Hey Thank you for helping me, I will do it right the next time.gneill said:Hi eefje, Welcome to Physics Forums.
FYI, you should list the standard equations that you will use in the relevant equations section, then show how you applied them in your attempt at a solution.
I see that you didn't account for the distance traveled during the driver's reaction time period. How far does he travel before he bgins to decelerate?
you mean in the 0,5s ? Δv= Δx/ Δtgneill said:What basic equation are you applying for the period in which he decelerates?
You're good for the first period (reaction time period). ##d = vt##eefje said:you mean in the 0,5s ? Δv= Δx/ Δt
and after that: Δx= a*Δt^2+Δv*t
Δv=a*Δt
Thank you very much, I can solve it now. the 1/2 was a stupid mistake, but I didn't know that the distance in the 0,5 s important was. Thank you :)gneill said:You're good for the first period (reaction time period). ##d = vt##
For the second period where acceleration is happening you want the standard kinematic formula ##d = v_o t + \frac{1}{2} a t^2##.
Note the "1/2" constant that multiplies the acceleration term.
The total stopping distance of a car is affected by several factors, including the speed of the car, the condition of the brakes, the condition of the tires, and the road surface. Other factors such as weather conditions and the weight of the car can also play a role in the stopping distance.

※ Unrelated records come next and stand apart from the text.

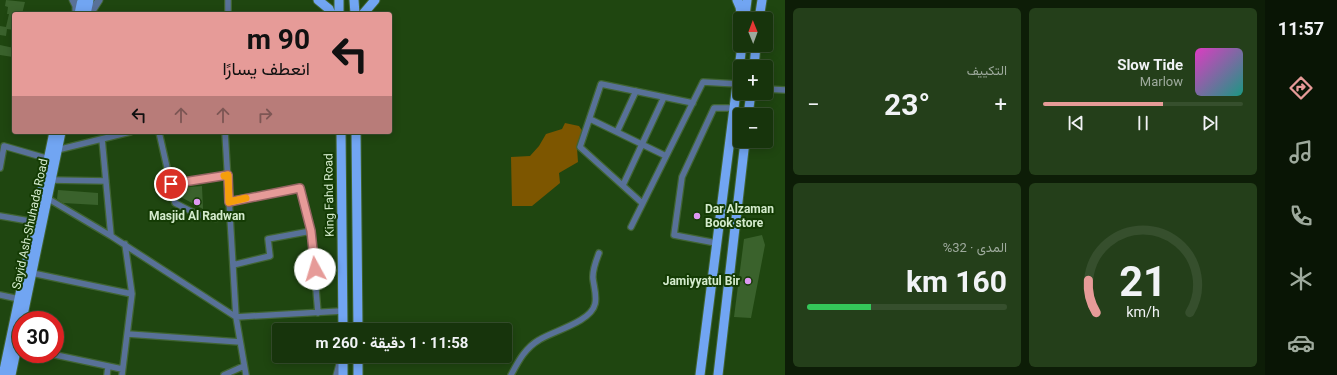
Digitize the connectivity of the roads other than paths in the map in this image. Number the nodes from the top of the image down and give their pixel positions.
1 (73, 0) edge
2 (82, 0) edge
3 (89, 0) edge
4 (99, 0) edge
5 (228, 0) edge
6 (318, 0) edge
7 (339, 0) edge
8 (354, 0) edge
9 (375, 0) edge
10 (737, 0) edge
11 (747, 0) edge
12 (762, 0) edge
13 (768, 0) edge
14 (78, 12) edge
15 (79, 12) edge
16 (86, 12) edge
17 (91, 12) edge
18 (228, 12) edge
19 (330, 12) edge
20 (339, 12) edge
21 (355, 12) edge
22 (365, 12) edge
23 (742, 12) edge
24 (745, 12) edge
25 (760, 12) edge
26 (762, 12) edge
27 (733, 84) edge
28 (773, 89) edge
29 (785, 90) edge
30 (636, 91) junction
31 (664, 97) junction
32 (736, 100) edge
33 (693, 103) junction
34 (733, 108) edge
35 (735, 108) edge
36 (590, 119) junction
37 (733, 122) edge
38 (617, 132) junction
39 (54, 134) edge
40 (61, 134) edge
41 (112, 134) edge
42 (159, 134) edge
43 (225, 134) edge
44 (340, 134) edge
45 (356, 134) edge
46 (102, 139) junction
47 (642, 144) junction
48 (744, 148) edge
49 (2, 149) edge
50 (57, 150) junction
51 (666, 156) junction
52 (49, 159) junction
53 (0, 168) edge
54 (228, 175) junction
55 (51, 180) junction
56 (106, 181) junction
57 (171, 184) junction
58 (623, 185) junction
59 (47, 198) junction
60 (229, 202) junction
61 (642, 203) junction
62 (230, 215) junction
63 (0, 216) edge
64 (36, 222) junction
65 (631, 227) dead end
66 (311, 231) junction
67 (111, 236) junction
68 (716, 243) junction
69 (125, 244) junction
70 (598, 253) dead end
71 (233, 265) junction
72 (32, 272) junction
73 (132, 294) junction
74 (0, 295) edge
75 (19, 299) junction
76 (24, 311) edge
77 (342, 311) junction
78 (318, 313) junction
79 (236, 317) junction
80 (343, 323) edge
81 (358, 323) edge
82 (128, 334) junction
83 (240, 342) junction
84 (64, 357) edge
85 (14, 363) edge
86 (340, 363) edge
87 (342, 363) edge
88 (358, 363) edge
89 (108, 366) junction
90 (244, 366) junction
91 (122, 368) junction
92 (3, 375) edge
93 (11, 375) edge
94 (107, 375) edge
95 (122, 375) edge
96 (224, 375) edge
97 (246, 375) edge
98 (337, 375) edge
99 (343, 375) edge
100 (358, 375) edge
101 (510, 375) edge
102 (700, 375) edge
103 (718, 375) edge

1 - 14 street
2 - 15 main road
3 - 16 main road
4 - 17 street
5 - 18 street
6 - 19 main road
7 - 20 main road
8 - 21 main road
9 - 22 main road
10 - 23 main road
11 - 24 main road
12 - 25 main road
13 - 26 main road
27 - 33 street
28 - 29 street
30 - 31 street
30 - 36 street
30 - 38 street
31 - 33 street
31 - 47 street
32 - 35 main road
33 - 51 street
34 - 68 street
36 - 38 street
36 - 58 street
37 - 68 main road
38 - 47 street
39 - 52 main road, Sayid Ash-Shuhada Road
40 - 50 main road, Sayid Ash-Shuhada Road
41 - 46 street
42 - 57 street
43 - 54 street
44 - 77 main road, King Fahd Road
45 - 81 main road
46 - 50 street
46 - 56 street
47 - 51 street
47 - 58 street
48 - 103 main road
49 - 52 street
49 - 53 street
50 - 55 main road, Sayid Ash-Shuhada Road
51 - 61 street
52 - 64 main road, Sayid Ash-Shuhada Road
54 - 57 street
54 - 60 street
55 - 56 street
55 - 59 main road, Sayid Ash-Shuhada Road
56 - 67 street
57 - 62 street
58 - 61 street
59 - 67 street
59 - 72 main road, Sayid Ash-Shuhada Road
60 - 62 street
60 - 66 street
61 - 65 street
62 - 71 street
63 - 64 street
64 - 75 main road, Sayid Ash-Shuhada Road
66 - 71 street
66 - 78 street
67 - 69 street
68 - 102 main road
69 - 73 street
69 - 79 street
70 - 101 street
71 - 79 street
72 - 73 street
72 - 76 main road, Sayid Ash-Shuhada Road
73 - 82 street
74 - 75 street
75 - 92 main road, Sayid Ash-Shuhada Road
77 - 78 street
77 - 80 main road, King Fahd Road
78 - 79 street
79 - 83 street
82 - 83 street
82 - 91 street
83 - 90 street
84 - 89 street
85 - 93 main road
86 - 98 street
87 - 99 main road
88 - 100 main road
89 - 91 street
89 - 94 street
90 - 96 street
90 - 97 street
91 - 95 street

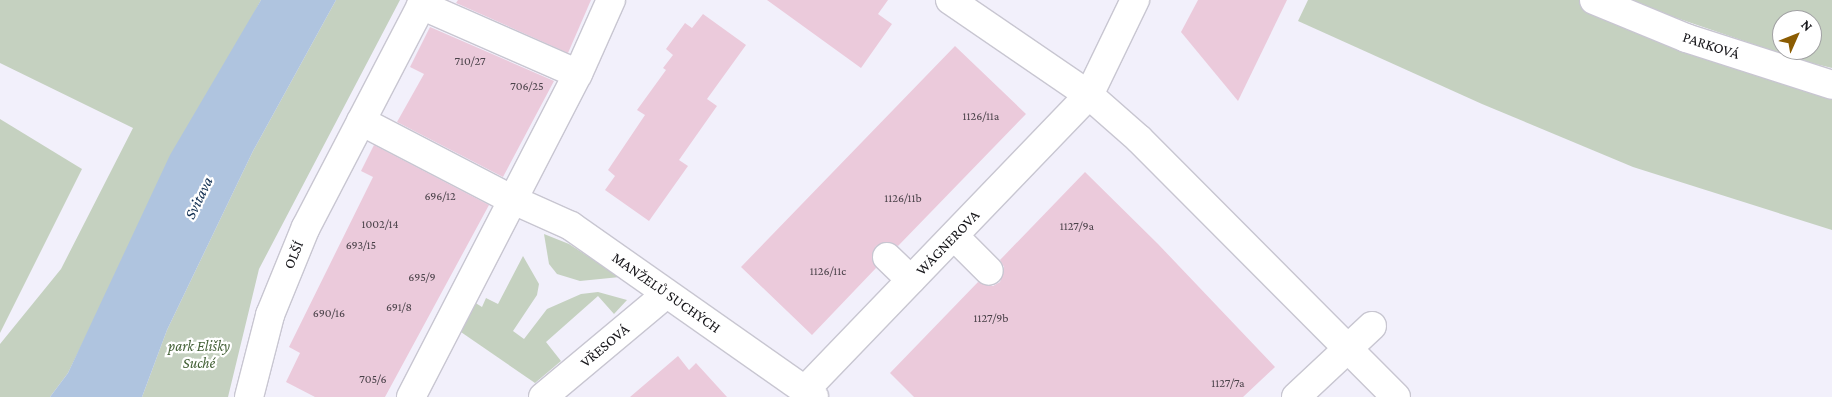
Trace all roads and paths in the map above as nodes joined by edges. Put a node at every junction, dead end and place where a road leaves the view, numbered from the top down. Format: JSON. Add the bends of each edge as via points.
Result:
{"nodes":[{"id":1,"x":611,"y":0,"type":"edge"},
{"id":2,"x":950,"y":0,"type":"edge"},
{"id":3,"x":1135,"y":0,"type":"edge"},
{"id":4,"x":1594,"y":0,"type":"edge"},
{"id":5,"x":423,"y":3,"type":"edge"},
{"id":6,"x":578,"y":74,"type":"junction"},
{"id":7,"x":1832,"y":85,"type":"edge"},
{"id":8,"x":1089,"y":95,"type":"junction"},
{"id":9,"x":361,"y":120,"type":"junction"},
{"id":10,"x":511,"y":199,"type":"junction"},
{"id":11,"x":954,"y":236,"type":"junction"},
{"id":12,"x":887,"y":257,"type":"dead end"},
{"id":13,"x":989,"y":271,"type":"dead end"},
{"id":14,"x":911,"y":280,"type":"junction"},
{"id":15,"x":666,"y":294,"type":"junction"},
{"id":16,"x":1372,"y":326,"type":"dead end"},
{"id":17,"x":1348,"y":349,"type":"junction"},
{"id":18,"x":810,"y":394,"type":"edge"},
{"id":19,"x":249,"y":397,"type":"edge"},
{"id":20,"x":411,"y":397,"type":"edge"},
{"id":21,"x":543,"y":397,"type":"edge"},
{"id":22,"x":1296,"y":397,"type":"edge"},
{"id":23,"x":1396,"y":397,"type":"edge"}],
"edges":[{"from":1,"to":6,"type":"street"},
{"from":2,"to":8,"type":"street"},
{"from":3,"to":8,"type":"street","name":"WÁGNEROVA"},
{"from":4,"to":7,"type":"street","name":"PARKOVÁ","via":[[1686,38]]},
{"from":5,"to":6,"type":"street","name":"OLŠÍ"},
{"from":5,"to":9,"type":"street","name":"OLŠÍ"},
{"from":6,"to":10,"type":"street"},
{"from":8,"to":11,"type":"street","name":"WÁGNEROVA"},
{"from":8,"to":17,"type":"street","via":[[1139,139]]},
{"from":9,"to":10,"type":"street"},
{"from":9,"to":19,"type":"street","name":"OLŠÍ","via":[[306,227],[270,315]]},
{"from":10,"to":15,"type":"street","name":"MANŽELŮ SUCHÝCH","via":[[571,226]]},
{"from":10,"to":20,"type":"street"},
{"from":11,"to":13,"type":"street"},
{"from":11,"to":14,"type":"street","name":"WÁGNEROVA"},
{"from":12,"to":14,"type":"street"},
{"from":14,"to":18,"type":"street","name":"WÁGNEROVA"},
{"from":15,"to":18,"type":"street","name":"MANŽELŮ SUCHÝCH"},
{"from":15,"to":21,"type":"street","name":"VŘESOVÁ"},
{"from":16,"to":17,"type":"street"},
{"from":17,"to":22,"type":"street"},
{"from":17,"to":23,"type":"street"}]}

The total stopping distance of a car is calculated by adding together the thinking distance and the braking distance. The thinking distance is the distance the car travels while the driver reacts to a potential hazard, and the braking distance is the distance the car travels while braking to a complete stop.
The average stopping distance for a car traveling at 60 mph is approximately 240 feet. This includes an average thinking distance of 60 feet and an average braking distance of 180 feet.
The higher the speed of the car, the longer the total stopping distance will be. This is because as the speed increases, the thinking distance and braking distance also increase. It takes longer for the driver to react and for the car to come to a complete stop at higher speeds.
Yes, the total stopping distance of a car can be reduced by maintaining the car's brakes and tires in good condition, driving at a safe speed, and paying close attention to the road and potential hazards. In addition, keeping a safe distance between vehicles and avoiding distractions while driving can also help reduce the total stopping distance.